The spiral of rural and demographic abandonment
In recent years, Albania has been experiencing a demographic drama that is profoundly transforming the country’s rural landscape, turning the abandonment of villages not simply into a statistic, but into a painful story of loss and insecurity. Imagine mountainous villages like those in the North or the South, where once the noise of children and work in the fields echoed, now silent, with abandoned houses and only elderly people waiting for the end of the day.
According to the 2023 Census and Eurostat data for 2025, Albania’s population has fallen to around 2.36 million inhabitants, with an annual decline of 1.2%, which is also the highest rate in the region.
This decline is more pronounced in rural areas, where depopulation has reached critical levels, with some villages completely empty, while over 500 villages have fewer than 10 inhabitants.

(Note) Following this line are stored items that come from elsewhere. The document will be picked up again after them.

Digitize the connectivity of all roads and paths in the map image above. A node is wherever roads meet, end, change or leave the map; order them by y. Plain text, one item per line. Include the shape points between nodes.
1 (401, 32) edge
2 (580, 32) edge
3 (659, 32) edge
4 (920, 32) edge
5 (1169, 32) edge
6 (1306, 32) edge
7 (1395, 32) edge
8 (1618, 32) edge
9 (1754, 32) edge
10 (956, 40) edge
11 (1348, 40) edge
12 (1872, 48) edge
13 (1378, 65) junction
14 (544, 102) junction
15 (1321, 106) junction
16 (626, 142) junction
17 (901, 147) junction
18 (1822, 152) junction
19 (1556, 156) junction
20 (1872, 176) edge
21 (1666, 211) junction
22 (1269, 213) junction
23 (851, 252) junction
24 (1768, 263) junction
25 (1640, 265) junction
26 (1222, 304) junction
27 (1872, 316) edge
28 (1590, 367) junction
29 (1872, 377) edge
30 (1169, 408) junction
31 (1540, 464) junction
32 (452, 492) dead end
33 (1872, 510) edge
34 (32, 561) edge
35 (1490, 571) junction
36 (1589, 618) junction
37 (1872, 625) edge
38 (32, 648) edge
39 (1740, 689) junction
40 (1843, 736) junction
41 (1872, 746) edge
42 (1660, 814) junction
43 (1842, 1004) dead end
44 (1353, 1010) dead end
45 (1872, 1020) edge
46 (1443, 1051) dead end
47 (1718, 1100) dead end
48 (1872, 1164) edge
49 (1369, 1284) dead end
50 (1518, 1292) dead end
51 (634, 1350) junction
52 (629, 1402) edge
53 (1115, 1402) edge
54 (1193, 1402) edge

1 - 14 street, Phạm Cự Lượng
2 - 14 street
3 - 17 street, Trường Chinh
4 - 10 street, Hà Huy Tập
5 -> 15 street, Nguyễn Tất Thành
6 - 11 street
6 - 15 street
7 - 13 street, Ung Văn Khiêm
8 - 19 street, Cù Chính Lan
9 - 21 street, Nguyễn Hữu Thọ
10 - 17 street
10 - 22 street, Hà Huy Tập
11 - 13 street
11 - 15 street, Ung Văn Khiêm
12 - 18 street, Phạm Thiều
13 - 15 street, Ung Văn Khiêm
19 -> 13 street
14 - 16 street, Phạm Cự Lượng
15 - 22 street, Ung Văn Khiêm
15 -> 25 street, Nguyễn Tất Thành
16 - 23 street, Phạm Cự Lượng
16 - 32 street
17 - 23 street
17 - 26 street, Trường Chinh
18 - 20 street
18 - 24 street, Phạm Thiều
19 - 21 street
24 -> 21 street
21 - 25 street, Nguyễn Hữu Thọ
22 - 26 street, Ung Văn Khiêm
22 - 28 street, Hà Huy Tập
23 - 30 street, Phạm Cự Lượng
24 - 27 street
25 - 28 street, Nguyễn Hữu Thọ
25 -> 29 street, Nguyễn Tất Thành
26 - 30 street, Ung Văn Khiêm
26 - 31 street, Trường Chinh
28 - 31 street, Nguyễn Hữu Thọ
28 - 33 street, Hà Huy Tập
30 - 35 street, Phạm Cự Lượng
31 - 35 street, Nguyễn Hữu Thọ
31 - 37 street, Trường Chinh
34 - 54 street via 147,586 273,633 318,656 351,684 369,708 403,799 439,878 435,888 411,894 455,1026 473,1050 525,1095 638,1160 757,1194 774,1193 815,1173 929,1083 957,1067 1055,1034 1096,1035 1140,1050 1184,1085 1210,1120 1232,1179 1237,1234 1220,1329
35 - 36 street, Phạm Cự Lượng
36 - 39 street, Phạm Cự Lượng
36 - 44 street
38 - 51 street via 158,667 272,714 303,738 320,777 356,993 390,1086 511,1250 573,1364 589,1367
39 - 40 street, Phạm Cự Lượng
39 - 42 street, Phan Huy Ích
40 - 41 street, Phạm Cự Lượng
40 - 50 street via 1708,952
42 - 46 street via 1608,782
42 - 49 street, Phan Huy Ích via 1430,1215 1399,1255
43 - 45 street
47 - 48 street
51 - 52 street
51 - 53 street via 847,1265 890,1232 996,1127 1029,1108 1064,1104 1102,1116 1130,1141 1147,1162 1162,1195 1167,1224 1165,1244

This phenomenon is not random, but the result of a vicious spiral that has accelerated in 2021–2025, where low birth rates and massive emigration abroad are draining the population base, creating economic instability and hindering any chance for sustainable development.
Let us start with fertility, which has reached alarming levels in recent years.
In 2024, the fertility rate fell to 1.53 children per woman, while in 2025 it dropped even further to 1.52 – well below the population replacement level of 2.1. This translates into fewer than 22,000 births in 2024 and 2025, with a dramatic decline compared to previous years. UN projections show that by 2050, this number will be halved to 10–11,000 births per year.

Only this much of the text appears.